Pairing Primary and Syndicated Market Research

two puzzle pieces being connected

There are two important segments of market research. Currently, we focus most of our efforts on primary research methods, but we work with many clients and partners who also leverage syndicated research. Gathering information from as many sources as possible helps build a better picture around insights and can increase the effectiveness of product and marketing strategies. Further, it helps build background and a better understanding around other industries.

Knowing the difference between primary and syndicated market research is knowledge any market researcher should have. But knowing how to use them together can make a market researcher’s efforts even more effective.

Syndicated Research

Conducted separately from specific organizational objectives, syndicated research is meant to be independent of any one company’s needs. Usually, it’s some form of an industry report that is meant to provide a view into an entire category and provide context on a broader scale. Specifically, syndicated reports tend to be sampled from a general population of respondents and are usually less specific in their goals.

Such examples of popular syndicated research providers include Nielsen, Kantar Millward Brown, and Ipsos. Companies like these usually choose to specialize in specific industries where they use syndicated data to provide higher-level learnings that cater to a variety of clients and verticals. They can either offer raw data or full reports for purchase.

Syndicated research should be used for two main purposes: exploration and context. When it comes to exploring an industry and expanding competitive understanding, syndicated data or reports can provide the first steps into understanding new opportunities or may even spark new ideas for research. Secondly, the information provided in this type of research can include industry trends or understanding that help provide context around what’s going on in the current market landscape.

There are considerations with syndicated research. It’s not meant to be the primary means for insights—which is why it’s not the one called primary research. Because it includes a larger audience, varying methodologies, and could include different types of data, it shouldn’t drive any sort of decision making for an organization. Realistically, it should only be used to guide next steps for research or expand upon industry knowledge.

Primary Research

Primary market research, otherwise known as custom research, is necessary to use in addition to or in place of syndicated research since that information doesn’t answer specific business questions. Formally defined, primary research is anything you as a brand initiate or conduct yourself either internally or with a research partner to addresses your own specific research strategy. We, meaning GutCheck, are a primary research provider.

Primary market research is meant to solve unique research objectives and provide a more tailored approach to research needs. It can encompass a wide range of methodologies as well, but with more targeted audiences. A brand also has more control over what questions are asked and what results are provided in the final deliverable.

Pairing the Two

You may be starting to see how the two segments of market research can be used together.
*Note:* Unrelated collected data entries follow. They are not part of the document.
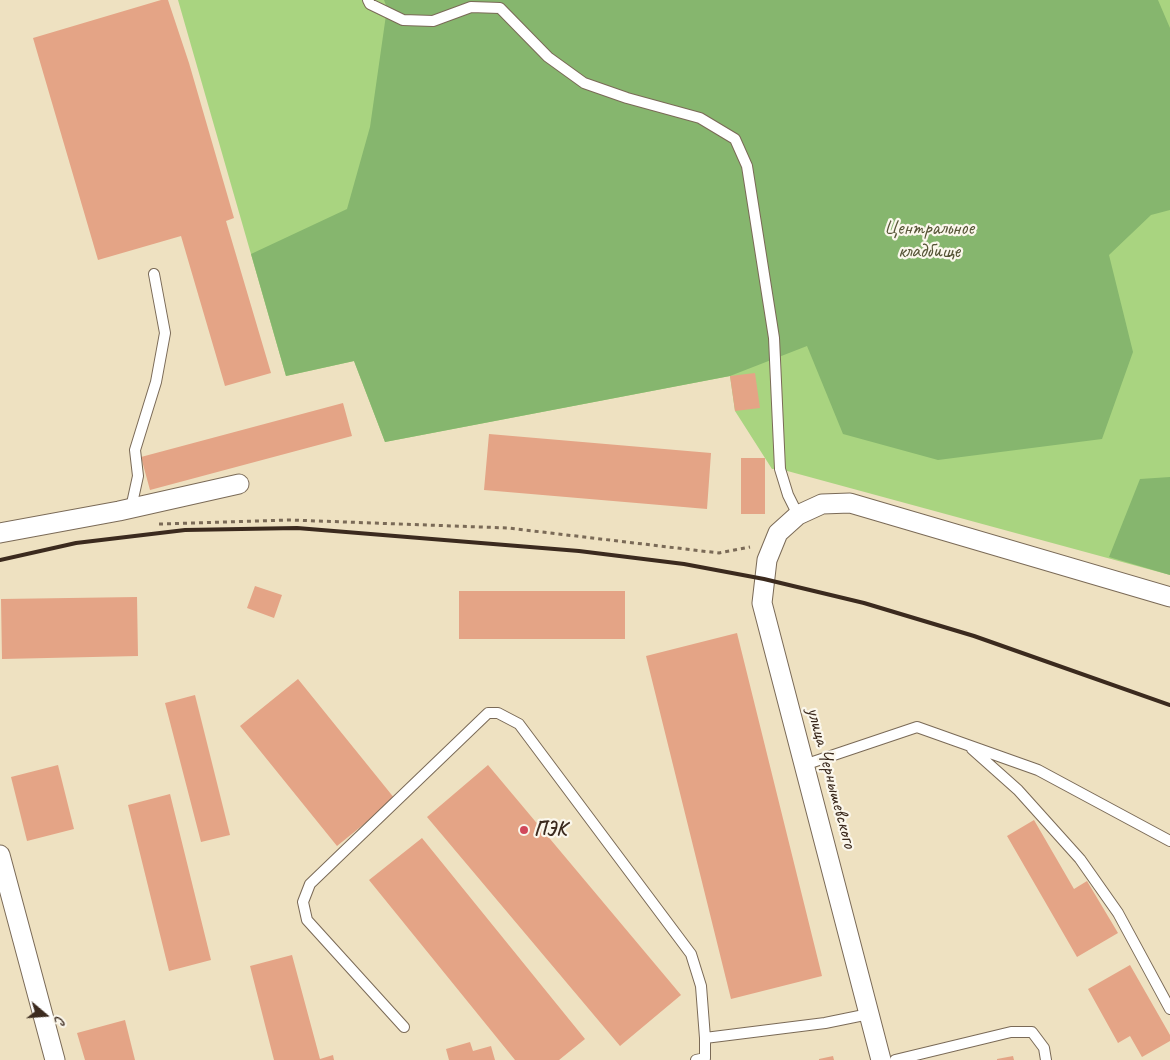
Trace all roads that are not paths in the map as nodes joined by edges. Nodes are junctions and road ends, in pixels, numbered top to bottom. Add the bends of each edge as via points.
1 (368, 0) edge
2 (154, 274) dead end
3 (239, 484) dead end
4 (131, 508) junction
5 (798, 514) junction
6 (0, 534) edge
7 (1170, 597) edge
8 (968, 745) junction
9 (804, 765) junction
10 (1170, 841) edge
11 (0, 855) edge
12 (1170, 1008) edge
13 (869, 1014) junction
14 (404, 1027) dead end
15 (704, 1038) junction
16 (703, 1059) edge
17 (55, 1060) edge
18 (881, 1060) edge
19 (895, 1060) edge
20 (1046, 1060) edge

1 - 5 lane via 402,20 433,20 471,7 500,8 548,57 584,83 700,118 735,139 746,166 774,338 780,469
2 - 4 lane via 165,333 156,382 136,450 138,476
3 - 4 street
4 - 6 street
5 - 7 street via 822,504 850,503
5 - 9 street, улица Чернышевского via 778,533 767,560 762,603
8 - 9 lane via 917,727
8 - 10 lane via 1038,770
8 - 12 lane via 1018,790 1080,859 1118,913
9 - 13 street, улица Чернышевского
11 - 17 street
13 - 15 lane via 825,1023
13 - 18 street, улица Чернышевского
14 - 15 lane via 307,920 303,902 310,884 488,713 498,713 519,724 691,954 701,986
15 - 16 lane
19 - 20 lane via 1011,1032 1032,1032 1044,1048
However, the differences are still important to note:

  1. The most obvious difference lies in the specificity when it comes to objectives, audience, and reporting—syndicated research is more encompassing, while primary research is more definitive based on the business conducting it.
  2. Data is usually privy to only the client requesting it when it comes to primary research; whereas in most cases syndicated research can be purchased by anyone.
  3. Syndicated research provides extensive reports and is often more robust in data points (i.e., more questions are asked and larger reports are created in order to appeal to as many businesses as possible).
  4. Syndicated research is often only done by vendors as it requires extensive analysis and access to lots of data; whereas primary can be done internally or by a vendor.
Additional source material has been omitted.